[ann] CGI Link Checker 0.1

Tue Jul 13 06:52:28 EDT 2004

Dear Python users,
I am new to Python. As I learnt a bit more on coding in Python, I
decided to try out a simple project: to write a CGI script in Python to
check links on a single HTML page on the web. Although I am just a hobby
programmer, I thought I could show it to others and ask for their 
comments and suggestions. It is my first CGI script as well as my first 
Python application, so you might find the coding immature. Please do 
correct me wherever necessary.

I looked about around the net, but found only a few link-checking
details related to Python. So, I thought I could write a no-frills one
myself.

BTW the W3C Link Checker is written in Perl. I don't know Perl, so I
couldn't look at it for ideas.

I had to face the following problems:

1.Delayed responses for large pages: I worked around this by flushing
sys.stdout after every three links checked; that might lead to
inefficiency, but it does throw the results three at a time to the
impatient user. Otherwise, the Python interpreter would wait until the
output buffer is filled till dumping it to the web server's output.

2.Slow: I don't know how to make the script perform better. I've tried
to look into the code to make it run faster, but I couldn't do so. Also,
  I think the hosting server's bandwidth may contribute to this.
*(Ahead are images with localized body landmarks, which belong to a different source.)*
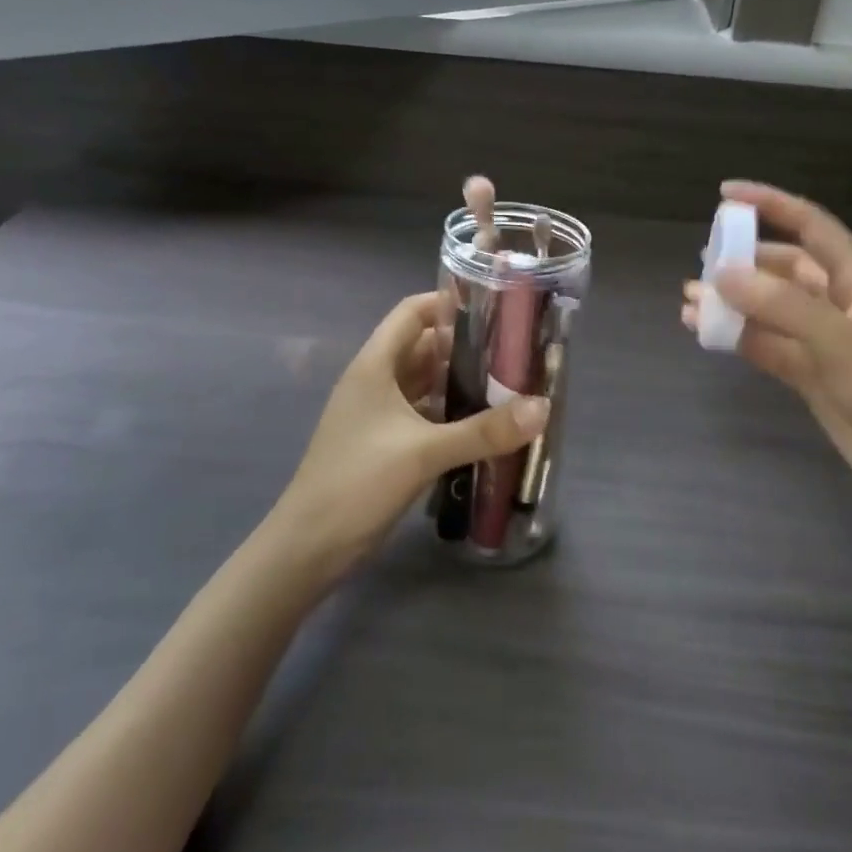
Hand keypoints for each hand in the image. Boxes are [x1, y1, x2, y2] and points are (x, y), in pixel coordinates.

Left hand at [270, 292, 549, 575]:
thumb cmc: (358, 483)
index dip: (449, 303)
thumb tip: (543, 407)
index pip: (412, 312)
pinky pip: (423, 414)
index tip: (495, 308)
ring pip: (425, 382)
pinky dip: (450, 412)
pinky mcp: (384, 443)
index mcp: (375, 365)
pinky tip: (483, 423)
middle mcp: (375, 381)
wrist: (309, 548)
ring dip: (460, 381)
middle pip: (424, 346)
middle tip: (514, 349)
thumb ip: (484, 431)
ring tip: (508, 382)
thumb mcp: (424, 452)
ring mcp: (377, 414)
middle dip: (466, 345)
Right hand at [682, 181, 851, 531]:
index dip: (770, 204)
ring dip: (731, 302)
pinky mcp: (809, 376)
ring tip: (689, 301)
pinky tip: (703, 333)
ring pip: (767, 309)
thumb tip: (720, 274)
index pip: (810, 226)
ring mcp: (821, 341)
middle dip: (742, 260)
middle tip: (700, 263)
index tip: (725, 194)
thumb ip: (781, 306)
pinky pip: (764, 344)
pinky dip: (735, 337)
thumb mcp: (841, 342)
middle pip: (782, 267)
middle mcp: (837, 303)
Still,
it takes only about 5 to 10 seconds more than the W3C validator for very
large pages, and 2 to 3 seconds more for smaller ones. Your results may
vary, I'd love to know.

3.HTML parsing: I have made no attempt to (and I do not propose to)
check pages with incorrect HTML/XHTML. This means that if the Python
HTMLParser fails, my script exits gracefully. An example of invalid HTML
is http://www.yahoo.com/.

Finally, since this is my first Python program, I might not have
properly adapted to the style of programming experienced Python users
may be accustomed to. So, I request you to please correct me in this
regard as well.

In all, it was an good experience, and gave me more than a glimpse of
the power offered by Python.

Please read the instructions on the page before entering your URL to
test the script. Remember to enter the link as http:// and don't forget 
to add the slash (/) for those links which and in a directory, like

http://myserver/my/dir/

You can spawn the script from:

http://kumar.travisbsd.org/pyprogs/example.html

Personally, I have tried the following sites with this script:
http://www.w3.org/ - Works 100% perfect.
http://www.yahoo.com/ - Invalid HTML. Exits gracefully.

Source code only (meaning without the fancy images and CSS I have used):
http://kumar.travisbsd.org/pyprogs/cgilink.txt

If you want to try hosting the script on your own server, get this and
see the README (This includes all the images and fancy CSS):
http://kumar.travisbsd.org/pyprogs/cgilink-0.1.tar.gz

Thank you.
Kumar

-- 
Adayapalam Appaiah Kumaraswamy
(Kumar Appaiah)

Web: http://www.ee.iitm.ac.in/~ee03b091/